CASSIN against DELANY.
Court of Appeals ;
March Term, 1868.
Httsbabb abb Wife.—Evidence.—Excessive Damages.—Reversal.
Where a prosecution, is maliciously instituted by a husband and wife, the latter acting in the presence, and by the direction of the husband,, she is not personally liable for damages.
In an action against her for malicious prosecution it is competent to show, for the purpose of rendering her liable, that she acted of her own motive, and not by the command of her husband, although in his presence.
The testimony of the husband is competent, in such a case, to show that she acted by his direction and under his authority;' and its exclusion is error for which a judgment should be reversed.
In an action in which there has been a recovery of judgment for unliquidated damages for a malicious wrong, the court, although they have power to reverse the judgment on the ground that the damages are excessive, have no power to fix the amount for which the judgment shall be allowed to stand, if the plaintiff will consent to a reduction. Where the damages rest in the discretion of the jury, or are for a tortious act, the reversal must be absolute, and it is only upon a new trial that they can be determined anew.
Appeal from a judgment,
This action was "brought "by James Cassin against Lawrence Delany, and Ann A., his wife. Plaintiff alleged that in November, 1855, the defendant preferred a charge of embezzlement against him, before one of the police justices of the city of New York, and procured his arrest thereon, whereby he was required to enter into a recognizance for appearance at the court of general sessions.

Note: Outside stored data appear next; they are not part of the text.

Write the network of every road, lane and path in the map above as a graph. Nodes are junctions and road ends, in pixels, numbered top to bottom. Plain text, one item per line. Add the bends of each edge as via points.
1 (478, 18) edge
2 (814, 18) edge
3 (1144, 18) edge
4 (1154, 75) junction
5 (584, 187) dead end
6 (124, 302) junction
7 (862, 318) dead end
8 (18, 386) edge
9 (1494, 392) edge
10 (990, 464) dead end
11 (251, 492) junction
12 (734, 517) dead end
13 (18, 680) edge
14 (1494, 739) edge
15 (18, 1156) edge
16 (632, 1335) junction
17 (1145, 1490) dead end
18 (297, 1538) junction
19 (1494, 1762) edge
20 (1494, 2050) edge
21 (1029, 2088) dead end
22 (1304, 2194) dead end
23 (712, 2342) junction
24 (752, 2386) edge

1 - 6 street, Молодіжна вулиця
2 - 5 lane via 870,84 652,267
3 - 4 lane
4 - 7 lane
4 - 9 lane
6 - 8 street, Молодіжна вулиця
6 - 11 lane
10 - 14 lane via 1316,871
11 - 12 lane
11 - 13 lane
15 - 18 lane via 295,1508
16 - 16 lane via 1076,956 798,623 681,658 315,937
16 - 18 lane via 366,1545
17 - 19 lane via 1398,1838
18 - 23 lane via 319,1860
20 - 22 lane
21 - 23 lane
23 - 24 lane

Defendants preferred their complaint before the grand jury, but the case was dismissed. The plaintiff thereupon brought this action in the court of common pleas of the city of New York, for malicious prosecution and false imprisonment, laying his damages at the sum of ten thousand dollars.
The referee before whom the cause was tried, found for the plaintiff, and awarded one thousand dollars as damages; and judgment having been entered therefor, the defendants appealed to the court at general term. The ground of the appeal sufficiently appears in the following opinion of the court of appeals. The court of common pleas, at general term, deemed the damages excessive, and accordingly ordered the judgment to be reversed on that ground, unless the plaintiff would stipulate to reduce the recovery to the sum of two hundred and fifty dollars. This stipulation he gave, and the judgment was affirmed for that amount. Thereupon the defendants appealed again to the court of appeals.
Gilbert Dean, for the defendants, appellants.
I. The referee erred in not dismissing the complaint as to the defendant Ann Delany. (1.) “For torts committed by the wife, by order of the husband, or in his company, he alone is liable” {Reeve's Dom. Relations, 72; 2 Kent Com., 179). (2.), “ A fevie covert is so much favored in respect of that power and authority which her husband hath over her, that she shall not suffer, any punishment in committing a bare theft in company with, or by coercion of her husband ” {Bacon's Abr., tit. Baron & Feme, G.). (3.) Modern legislation, though it has, as to the property of , the wife, made a married woman a single female, has not, as to torts, released her from the presumption, sub potesiate viri. (4.) The evidence of Mrs. Delany, that she was not under her husband’s compulsion, taken in connection with the fact that she knew if she did not go, she would “ displease him,” shows exactly the case in which the law protects the wife. (5.) The court below, in its opinion as to the onus probando in the case of an act of a married woman in the presence of her husband, has either confounded “torts” with felony, or overruled the doctrine of the elementary writers.
II. That portion of the report which finds that the defendants caused the arrest and imprisonment of the plaintiff is erroneous. (1.) The evidence is undisputed that the plaintiff was never arrested or imprisoned on the complaint of the defendants ; but that the arrest was on the charge of Delany, on the 20th of November. For this imprisonment the plaintiff had sued Delany, and the action.is pending. (2.) The report should have been set aside for this cause alone, ás unsupported by any evidence whatever. (3.) The amount of damages, and the confused statement of facts, showed that the referee had found against both defendants, for the acts of Delany on his sole complaint, and also for the acts of both on the joint complaint.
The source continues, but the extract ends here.